§ Exercise
Copy each line below containing "SHORE".

§ Extracted records
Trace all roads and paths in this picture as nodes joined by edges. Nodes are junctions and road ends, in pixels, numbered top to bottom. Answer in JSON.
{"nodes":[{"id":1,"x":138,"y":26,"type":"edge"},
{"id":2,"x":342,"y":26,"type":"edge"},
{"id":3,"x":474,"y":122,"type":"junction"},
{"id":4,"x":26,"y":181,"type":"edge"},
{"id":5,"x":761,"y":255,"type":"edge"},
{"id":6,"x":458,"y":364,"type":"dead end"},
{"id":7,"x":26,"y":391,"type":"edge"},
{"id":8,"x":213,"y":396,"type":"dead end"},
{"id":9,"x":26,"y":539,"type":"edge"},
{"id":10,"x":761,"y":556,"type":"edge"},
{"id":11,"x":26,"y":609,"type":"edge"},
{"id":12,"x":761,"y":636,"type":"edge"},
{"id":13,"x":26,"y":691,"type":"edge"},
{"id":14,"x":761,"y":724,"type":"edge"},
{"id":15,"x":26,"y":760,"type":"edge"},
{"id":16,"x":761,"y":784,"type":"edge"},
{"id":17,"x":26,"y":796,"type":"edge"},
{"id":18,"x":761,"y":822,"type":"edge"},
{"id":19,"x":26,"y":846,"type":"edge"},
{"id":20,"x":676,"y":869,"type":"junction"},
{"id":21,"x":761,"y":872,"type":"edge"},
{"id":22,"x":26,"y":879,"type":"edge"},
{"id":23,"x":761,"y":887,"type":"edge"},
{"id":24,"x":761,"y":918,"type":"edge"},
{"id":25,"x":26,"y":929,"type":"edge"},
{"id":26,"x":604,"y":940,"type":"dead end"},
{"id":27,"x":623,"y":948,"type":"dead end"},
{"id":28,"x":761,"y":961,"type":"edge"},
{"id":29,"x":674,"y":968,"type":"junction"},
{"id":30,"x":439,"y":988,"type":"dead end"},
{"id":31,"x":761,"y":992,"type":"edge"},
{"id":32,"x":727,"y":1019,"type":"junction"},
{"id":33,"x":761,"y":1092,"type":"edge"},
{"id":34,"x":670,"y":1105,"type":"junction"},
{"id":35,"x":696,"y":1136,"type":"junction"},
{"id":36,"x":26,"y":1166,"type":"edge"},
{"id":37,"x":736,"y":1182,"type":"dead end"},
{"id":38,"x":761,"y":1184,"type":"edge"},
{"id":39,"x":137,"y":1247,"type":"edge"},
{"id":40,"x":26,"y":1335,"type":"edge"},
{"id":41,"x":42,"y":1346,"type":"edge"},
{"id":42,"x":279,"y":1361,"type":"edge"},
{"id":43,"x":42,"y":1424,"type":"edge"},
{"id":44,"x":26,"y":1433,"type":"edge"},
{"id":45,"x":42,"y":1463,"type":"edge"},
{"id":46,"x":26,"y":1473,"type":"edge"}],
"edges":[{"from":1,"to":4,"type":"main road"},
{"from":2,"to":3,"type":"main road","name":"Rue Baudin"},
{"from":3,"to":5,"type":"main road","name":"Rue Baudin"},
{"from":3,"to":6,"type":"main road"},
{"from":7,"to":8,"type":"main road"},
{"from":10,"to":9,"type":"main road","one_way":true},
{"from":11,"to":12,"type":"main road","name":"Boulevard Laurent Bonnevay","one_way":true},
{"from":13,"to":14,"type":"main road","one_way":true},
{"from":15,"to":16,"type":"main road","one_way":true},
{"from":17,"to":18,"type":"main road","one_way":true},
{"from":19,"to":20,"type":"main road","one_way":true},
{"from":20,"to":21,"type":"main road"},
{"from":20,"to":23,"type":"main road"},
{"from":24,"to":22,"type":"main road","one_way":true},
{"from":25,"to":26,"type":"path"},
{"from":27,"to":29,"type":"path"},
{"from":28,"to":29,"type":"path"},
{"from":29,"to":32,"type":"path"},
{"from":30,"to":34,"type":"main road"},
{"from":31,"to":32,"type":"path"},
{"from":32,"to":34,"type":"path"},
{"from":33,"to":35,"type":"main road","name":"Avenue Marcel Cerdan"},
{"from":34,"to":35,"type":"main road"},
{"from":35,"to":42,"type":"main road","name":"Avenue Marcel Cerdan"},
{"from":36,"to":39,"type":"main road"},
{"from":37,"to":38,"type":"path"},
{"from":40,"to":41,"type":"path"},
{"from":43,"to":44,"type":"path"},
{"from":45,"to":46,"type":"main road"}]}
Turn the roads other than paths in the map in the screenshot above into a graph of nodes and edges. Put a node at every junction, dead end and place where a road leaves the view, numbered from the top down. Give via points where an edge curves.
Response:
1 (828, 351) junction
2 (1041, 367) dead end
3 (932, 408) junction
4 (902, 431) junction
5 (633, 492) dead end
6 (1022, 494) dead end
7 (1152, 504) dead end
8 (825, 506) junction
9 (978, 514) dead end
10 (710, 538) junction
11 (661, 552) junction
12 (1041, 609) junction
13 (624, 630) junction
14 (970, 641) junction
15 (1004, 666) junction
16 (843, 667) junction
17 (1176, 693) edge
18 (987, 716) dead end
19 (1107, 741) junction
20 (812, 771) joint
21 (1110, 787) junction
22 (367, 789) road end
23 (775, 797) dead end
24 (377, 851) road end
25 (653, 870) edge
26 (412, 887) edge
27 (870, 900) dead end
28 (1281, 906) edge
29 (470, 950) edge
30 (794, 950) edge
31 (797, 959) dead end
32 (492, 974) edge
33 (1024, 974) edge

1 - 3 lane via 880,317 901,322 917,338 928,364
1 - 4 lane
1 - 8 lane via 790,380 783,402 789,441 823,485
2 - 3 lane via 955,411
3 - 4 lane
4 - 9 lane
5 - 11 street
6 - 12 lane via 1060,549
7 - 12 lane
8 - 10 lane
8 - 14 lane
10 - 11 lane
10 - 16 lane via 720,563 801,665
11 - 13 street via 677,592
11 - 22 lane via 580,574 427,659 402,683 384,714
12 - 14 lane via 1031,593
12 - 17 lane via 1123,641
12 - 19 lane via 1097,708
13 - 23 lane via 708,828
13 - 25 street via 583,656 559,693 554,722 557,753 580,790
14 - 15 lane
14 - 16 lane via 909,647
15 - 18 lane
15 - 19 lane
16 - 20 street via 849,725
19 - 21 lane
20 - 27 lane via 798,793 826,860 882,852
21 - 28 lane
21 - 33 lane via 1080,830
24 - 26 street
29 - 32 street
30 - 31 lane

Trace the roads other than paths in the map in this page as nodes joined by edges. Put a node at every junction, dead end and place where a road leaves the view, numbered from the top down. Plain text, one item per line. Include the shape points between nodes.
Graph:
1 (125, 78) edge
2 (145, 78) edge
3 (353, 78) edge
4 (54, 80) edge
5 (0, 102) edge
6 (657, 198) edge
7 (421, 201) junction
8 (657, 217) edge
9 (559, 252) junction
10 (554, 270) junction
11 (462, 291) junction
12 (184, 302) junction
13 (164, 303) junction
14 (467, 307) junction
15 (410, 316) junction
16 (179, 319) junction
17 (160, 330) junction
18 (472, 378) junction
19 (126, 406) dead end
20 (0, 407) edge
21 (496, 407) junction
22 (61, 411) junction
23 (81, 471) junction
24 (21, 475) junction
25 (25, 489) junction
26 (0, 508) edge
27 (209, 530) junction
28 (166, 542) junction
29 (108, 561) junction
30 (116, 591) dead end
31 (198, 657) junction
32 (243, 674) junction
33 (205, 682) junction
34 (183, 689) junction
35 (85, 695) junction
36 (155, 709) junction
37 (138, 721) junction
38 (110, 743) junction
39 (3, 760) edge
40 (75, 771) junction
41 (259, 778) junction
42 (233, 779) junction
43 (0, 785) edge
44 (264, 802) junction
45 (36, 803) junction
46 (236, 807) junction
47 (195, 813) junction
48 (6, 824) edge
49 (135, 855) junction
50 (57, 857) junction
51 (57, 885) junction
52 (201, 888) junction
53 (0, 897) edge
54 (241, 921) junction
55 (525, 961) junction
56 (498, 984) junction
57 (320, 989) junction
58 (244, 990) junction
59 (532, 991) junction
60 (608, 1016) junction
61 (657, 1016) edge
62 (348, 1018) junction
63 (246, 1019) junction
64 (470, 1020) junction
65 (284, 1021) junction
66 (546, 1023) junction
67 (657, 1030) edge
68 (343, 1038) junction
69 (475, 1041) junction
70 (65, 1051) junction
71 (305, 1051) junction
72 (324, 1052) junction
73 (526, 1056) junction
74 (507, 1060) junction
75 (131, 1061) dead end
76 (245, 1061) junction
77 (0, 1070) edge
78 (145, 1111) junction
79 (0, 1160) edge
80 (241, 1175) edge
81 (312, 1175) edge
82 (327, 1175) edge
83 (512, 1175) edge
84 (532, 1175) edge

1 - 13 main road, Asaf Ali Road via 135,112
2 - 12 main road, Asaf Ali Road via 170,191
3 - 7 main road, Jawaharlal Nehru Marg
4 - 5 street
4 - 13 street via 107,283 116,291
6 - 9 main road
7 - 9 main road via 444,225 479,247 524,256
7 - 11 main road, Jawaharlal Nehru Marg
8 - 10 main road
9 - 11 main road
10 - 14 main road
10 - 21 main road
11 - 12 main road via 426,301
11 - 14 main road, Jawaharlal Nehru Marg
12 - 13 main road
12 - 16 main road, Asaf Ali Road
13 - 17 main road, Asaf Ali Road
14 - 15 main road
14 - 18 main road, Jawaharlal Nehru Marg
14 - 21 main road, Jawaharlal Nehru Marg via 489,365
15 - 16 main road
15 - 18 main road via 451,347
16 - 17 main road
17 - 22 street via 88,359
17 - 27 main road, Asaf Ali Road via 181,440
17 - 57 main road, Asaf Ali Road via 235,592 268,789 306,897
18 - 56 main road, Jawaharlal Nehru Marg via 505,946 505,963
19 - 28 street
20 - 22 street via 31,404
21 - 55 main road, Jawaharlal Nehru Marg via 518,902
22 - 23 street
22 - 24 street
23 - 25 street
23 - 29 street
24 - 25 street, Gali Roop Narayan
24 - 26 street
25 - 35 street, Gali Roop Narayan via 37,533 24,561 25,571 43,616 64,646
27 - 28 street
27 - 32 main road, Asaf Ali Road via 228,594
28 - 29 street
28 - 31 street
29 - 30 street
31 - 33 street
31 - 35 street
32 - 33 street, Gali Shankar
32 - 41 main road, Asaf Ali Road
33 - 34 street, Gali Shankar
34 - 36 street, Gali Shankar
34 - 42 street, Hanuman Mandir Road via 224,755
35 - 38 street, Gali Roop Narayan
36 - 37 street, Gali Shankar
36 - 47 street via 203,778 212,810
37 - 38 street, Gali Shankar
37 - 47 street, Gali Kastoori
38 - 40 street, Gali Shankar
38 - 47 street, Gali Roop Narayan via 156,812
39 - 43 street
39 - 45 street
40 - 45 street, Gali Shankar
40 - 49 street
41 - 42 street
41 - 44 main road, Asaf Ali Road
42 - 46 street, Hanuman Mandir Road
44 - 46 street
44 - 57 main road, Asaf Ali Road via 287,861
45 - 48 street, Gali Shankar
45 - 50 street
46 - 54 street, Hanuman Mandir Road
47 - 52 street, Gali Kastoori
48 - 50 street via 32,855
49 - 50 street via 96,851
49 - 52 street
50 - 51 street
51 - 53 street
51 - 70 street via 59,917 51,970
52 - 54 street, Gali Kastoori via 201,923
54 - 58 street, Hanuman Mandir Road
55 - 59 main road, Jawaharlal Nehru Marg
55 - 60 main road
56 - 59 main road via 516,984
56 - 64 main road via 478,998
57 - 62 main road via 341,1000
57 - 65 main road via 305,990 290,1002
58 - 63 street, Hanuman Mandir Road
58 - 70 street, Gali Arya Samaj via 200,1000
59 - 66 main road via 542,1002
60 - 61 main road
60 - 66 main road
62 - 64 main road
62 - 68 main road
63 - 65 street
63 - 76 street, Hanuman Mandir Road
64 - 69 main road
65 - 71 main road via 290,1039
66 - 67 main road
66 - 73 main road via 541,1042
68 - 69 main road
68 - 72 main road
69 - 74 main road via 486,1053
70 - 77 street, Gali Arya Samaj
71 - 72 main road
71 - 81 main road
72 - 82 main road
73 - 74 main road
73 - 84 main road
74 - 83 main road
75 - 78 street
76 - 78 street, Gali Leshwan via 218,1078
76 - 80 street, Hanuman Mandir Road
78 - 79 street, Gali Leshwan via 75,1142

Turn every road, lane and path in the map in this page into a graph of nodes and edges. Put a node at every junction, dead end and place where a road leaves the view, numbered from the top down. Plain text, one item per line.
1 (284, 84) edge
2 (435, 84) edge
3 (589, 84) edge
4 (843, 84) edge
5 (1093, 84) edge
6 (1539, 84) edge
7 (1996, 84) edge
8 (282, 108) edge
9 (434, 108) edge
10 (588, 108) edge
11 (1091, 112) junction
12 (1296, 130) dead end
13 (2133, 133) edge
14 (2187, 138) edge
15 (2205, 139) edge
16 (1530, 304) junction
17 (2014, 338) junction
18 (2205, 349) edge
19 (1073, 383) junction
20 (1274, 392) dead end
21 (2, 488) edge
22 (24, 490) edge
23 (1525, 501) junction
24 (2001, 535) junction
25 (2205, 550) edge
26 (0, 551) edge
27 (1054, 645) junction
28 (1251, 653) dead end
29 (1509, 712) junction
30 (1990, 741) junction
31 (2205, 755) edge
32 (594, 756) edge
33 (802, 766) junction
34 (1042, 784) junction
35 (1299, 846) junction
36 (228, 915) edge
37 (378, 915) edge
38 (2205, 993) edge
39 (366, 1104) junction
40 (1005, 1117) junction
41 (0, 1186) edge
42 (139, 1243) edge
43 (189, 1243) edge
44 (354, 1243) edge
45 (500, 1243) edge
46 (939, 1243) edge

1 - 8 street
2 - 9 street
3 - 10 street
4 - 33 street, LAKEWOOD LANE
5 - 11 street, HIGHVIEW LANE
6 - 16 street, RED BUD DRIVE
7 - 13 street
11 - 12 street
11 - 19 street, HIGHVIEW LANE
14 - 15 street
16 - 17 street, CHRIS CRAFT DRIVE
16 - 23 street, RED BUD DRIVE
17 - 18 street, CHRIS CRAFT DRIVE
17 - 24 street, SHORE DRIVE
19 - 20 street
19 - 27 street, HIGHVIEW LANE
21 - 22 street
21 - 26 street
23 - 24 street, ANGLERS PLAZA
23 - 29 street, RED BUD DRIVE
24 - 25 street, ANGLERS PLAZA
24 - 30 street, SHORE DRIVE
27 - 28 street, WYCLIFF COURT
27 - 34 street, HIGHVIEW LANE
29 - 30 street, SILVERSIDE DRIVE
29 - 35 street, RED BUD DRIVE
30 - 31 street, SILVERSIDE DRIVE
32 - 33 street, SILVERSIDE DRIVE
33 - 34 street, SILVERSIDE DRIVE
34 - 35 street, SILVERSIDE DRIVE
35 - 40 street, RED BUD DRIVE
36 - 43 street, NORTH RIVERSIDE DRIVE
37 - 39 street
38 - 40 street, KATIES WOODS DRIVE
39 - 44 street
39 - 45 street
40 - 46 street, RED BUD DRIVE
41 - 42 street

§ Output of the exercise
17 - 24 street, SHORE DRIVE
24 - 30 street, SHORE DRIVE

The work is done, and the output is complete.